Exercise details:
Which lines in the data contain the word "mouth"? Please copy each of them.

[[ Data extract open ]]

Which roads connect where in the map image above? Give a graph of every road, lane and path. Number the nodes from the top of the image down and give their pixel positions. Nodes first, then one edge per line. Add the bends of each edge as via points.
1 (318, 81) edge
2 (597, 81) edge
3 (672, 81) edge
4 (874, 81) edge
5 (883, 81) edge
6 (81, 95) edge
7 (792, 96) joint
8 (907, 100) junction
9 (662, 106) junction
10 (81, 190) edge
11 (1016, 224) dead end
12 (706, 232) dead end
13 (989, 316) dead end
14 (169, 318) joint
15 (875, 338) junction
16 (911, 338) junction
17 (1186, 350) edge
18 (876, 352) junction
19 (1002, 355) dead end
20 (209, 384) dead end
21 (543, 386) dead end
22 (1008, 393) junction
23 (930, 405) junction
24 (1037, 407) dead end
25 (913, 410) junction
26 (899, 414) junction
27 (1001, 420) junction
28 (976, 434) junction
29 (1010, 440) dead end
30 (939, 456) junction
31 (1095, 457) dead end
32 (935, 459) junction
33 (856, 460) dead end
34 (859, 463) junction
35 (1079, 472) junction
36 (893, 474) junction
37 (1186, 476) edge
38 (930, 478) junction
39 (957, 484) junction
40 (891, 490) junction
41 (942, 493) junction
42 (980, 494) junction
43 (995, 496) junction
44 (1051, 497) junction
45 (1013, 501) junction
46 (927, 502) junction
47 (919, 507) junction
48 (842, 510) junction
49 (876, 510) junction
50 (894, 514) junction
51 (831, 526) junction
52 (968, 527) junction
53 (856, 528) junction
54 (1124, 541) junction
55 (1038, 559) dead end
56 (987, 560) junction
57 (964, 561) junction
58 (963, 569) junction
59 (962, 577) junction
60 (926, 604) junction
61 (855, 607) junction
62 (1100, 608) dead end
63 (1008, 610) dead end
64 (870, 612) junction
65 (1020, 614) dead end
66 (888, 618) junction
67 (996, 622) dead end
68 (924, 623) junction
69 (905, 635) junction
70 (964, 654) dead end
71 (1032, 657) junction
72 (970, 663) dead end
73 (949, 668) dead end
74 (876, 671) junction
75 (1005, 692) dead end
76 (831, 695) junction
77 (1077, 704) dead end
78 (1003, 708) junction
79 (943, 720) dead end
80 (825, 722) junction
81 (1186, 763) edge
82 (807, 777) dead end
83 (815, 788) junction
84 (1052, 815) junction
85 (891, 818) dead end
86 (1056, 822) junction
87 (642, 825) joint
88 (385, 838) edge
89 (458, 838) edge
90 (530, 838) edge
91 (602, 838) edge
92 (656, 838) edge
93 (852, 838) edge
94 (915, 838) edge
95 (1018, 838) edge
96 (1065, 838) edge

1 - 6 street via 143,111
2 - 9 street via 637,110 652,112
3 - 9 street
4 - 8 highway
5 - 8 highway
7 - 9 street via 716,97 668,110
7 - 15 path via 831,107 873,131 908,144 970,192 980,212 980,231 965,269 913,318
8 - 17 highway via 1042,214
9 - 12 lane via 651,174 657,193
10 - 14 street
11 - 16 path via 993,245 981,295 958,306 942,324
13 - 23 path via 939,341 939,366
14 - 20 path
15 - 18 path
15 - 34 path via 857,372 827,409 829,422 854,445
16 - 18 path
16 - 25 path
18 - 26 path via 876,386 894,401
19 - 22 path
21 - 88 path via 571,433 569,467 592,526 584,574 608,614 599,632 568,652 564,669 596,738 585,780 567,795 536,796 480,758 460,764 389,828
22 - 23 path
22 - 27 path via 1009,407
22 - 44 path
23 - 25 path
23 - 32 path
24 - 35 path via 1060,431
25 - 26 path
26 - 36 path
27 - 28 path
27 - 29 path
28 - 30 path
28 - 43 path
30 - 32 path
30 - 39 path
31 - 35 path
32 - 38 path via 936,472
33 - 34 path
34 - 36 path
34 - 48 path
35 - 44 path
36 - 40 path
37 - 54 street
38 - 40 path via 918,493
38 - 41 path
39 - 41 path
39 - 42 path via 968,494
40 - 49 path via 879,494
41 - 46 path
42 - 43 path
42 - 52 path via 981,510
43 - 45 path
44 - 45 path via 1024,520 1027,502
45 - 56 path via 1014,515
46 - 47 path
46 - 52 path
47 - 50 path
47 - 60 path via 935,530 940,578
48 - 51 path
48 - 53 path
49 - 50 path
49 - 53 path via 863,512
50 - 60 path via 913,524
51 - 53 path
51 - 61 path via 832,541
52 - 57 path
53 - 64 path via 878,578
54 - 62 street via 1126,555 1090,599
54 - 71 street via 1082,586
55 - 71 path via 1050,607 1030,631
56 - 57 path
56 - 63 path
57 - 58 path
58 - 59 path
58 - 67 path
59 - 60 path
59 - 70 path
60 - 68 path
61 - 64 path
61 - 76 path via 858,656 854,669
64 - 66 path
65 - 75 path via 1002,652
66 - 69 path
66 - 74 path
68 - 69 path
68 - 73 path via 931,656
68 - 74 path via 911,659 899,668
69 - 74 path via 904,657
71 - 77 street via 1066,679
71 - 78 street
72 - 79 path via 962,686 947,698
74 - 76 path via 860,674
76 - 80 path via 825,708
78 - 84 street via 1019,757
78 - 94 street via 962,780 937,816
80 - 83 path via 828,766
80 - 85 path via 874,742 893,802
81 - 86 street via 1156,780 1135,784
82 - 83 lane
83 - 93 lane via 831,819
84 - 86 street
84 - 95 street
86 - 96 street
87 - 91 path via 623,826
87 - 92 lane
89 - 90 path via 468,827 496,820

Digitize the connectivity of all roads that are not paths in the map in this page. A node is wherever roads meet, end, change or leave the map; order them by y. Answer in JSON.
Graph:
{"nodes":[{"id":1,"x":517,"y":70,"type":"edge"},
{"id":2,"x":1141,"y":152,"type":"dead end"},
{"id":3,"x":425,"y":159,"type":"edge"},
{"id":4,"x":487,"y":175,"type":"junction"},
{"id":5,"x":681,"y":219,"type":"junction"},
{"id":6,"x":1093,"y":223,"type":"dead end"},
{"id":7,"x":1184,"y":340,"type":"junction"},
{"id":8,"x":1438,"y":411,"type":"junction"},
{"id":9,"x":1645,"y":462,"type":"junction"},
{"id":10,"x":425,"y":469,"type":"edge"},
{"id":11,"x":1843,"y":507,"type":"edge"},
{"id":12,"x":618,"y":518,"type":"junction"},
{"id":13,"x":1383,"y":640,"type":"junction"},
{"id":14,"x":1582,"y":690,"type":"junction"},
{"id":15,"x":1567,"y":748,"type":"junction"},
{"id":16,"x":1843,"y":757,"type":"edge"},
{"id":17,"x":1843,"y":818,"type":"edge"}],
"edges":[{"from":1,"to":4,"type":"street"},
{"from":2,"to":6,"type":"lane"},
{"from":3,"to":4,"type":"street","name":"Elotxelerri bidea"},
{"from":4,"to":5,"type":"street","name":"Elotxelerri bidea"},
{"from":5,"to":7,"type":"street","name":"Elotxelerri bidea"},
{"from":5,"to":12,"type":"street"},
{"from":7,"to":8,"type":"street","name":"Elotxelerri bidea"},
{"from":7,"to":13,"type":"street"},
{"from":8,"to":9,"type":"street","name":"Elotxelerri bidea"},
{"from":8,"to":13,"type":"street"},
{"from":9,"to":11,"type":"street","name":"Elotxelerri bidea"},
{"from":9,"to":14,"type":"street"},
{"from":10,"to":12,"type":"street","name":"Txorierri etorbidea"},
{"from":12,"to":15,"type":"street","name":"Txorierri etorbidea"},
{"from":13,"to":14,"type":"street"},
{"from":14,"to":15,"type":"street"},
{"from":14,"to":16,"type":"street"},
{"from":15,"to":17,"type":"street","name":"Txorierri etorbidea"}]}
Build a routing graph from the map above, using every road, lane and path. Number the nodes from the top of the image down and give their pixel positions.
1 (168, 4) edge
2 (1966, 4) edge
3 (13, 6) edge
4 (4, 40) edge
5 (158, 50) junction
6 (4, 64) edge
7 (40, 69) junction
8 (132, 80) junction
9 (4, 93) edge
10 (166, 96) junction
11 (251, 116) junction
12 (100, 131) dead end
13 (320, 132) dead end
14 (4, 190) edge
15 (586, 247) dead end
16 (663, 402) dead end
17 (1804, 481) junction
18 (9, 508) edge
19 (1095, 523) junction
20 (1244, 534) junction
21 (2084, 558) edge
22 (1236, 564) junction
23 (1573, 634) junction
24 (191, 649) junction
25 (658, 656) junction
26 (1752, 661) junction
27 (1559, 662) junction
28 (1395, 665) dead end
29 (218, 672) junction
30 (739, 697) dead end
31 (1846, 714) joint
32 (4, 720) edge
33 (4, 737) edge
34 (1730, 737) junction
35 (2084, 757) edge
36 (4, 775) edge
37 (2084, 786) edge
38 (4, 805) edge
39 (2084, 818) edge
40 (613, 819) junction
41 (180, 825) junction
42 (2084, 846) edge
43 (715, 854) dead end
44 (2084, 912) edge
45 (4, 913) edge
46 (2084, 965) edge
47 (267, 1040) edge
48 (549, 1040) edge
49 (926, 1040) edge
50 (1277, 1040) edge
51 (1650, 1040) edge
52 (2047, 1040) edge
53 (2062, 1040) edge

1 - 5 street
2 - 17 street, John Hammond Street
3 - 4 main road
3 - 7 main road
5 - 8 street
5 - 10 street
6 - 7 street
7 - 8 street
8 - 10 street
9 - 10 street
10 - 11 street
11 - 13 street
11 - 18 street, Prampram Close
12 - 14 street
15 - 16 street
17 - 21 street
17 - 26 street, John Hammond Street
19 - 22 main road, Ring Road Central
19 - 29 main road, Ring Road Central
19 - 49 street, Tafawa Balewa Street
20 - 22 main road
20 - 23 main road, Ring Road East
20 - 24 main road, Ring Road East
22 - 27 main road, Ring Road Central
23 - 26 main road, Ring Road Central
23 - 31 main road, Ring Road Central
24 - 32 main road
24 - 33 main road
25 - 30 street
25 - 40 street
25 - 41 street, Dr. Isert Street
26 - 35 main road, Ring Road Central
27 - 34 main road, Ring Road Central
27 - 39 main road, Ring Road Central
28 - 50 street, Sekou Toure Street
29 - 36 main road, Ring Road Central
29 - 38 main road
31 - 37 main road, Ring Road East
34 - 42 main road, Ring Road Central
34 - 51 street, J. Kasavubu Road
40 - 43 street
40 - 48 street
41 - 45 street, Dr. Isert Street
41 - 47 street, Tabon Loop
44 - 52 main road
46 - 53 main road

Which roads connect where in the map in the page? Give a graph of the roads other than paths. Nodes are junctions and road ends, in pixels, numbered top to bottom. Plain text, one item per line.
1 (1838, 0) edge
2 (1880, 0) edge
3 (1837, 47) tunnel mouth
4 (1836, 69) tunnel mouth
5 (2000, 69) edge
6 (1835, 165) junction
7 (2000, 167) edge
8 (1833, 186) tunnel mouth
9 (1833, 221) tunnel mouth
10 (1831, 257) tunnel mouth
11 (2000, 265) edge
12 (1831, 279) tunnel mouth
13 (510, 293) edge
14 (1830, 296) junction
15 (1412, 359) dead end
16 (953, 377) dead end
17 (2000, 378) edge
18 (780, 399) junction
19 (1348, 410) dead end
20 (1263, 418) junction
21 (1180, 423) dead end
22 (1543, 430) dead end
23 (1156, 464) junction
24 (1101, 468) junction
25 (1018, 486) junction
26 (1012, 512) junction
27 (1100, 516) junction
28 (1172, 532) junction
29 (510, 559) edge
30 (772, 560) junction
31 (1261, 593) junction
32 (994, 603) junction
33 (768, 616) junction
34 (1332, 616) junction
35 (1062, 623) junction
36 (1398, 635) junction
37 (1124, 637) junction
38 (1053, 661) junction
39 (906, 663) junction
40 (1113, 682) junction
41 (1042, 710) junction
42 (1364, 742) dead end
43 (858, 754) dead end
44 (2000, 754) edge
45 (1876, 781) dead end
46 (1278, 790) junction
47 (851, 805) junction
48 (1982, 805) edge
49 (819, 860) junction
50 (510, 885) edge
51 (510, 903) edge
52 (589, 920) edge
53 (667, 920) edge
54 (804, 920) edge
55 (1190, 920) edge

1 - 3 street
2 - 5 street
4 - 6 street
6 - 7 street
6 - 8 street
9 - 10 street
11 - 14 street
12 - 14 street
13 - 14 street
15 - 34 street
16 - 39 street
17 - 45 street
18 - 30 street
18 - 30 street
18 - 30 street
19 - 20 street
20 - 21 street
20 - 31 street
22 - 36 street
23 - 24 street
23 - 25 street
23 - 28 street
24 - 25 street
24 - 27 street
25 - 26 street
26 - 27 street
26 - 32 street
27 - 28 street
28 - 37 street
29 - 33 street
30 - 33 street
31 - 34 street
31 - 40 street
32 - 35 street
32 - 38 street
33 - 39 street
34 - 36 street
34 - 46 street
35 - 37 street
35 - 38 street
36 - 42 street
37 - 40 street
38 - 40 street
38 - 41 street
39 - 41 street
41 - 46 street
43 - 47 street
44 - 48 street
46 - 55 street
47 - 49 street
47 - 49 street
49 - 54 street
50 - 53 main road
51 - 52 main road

[[ Data extract closed ]]

Expected answer:
3 (1837, 47) tunnel mouth
4 (1836, 69) tunnel mouth
8 (1833, 186) tunnel mouth
9 (1833, 221) tunnel mouth
10 (1831, 257) tunnel mouth
12 (1831, 279) tunnel mouth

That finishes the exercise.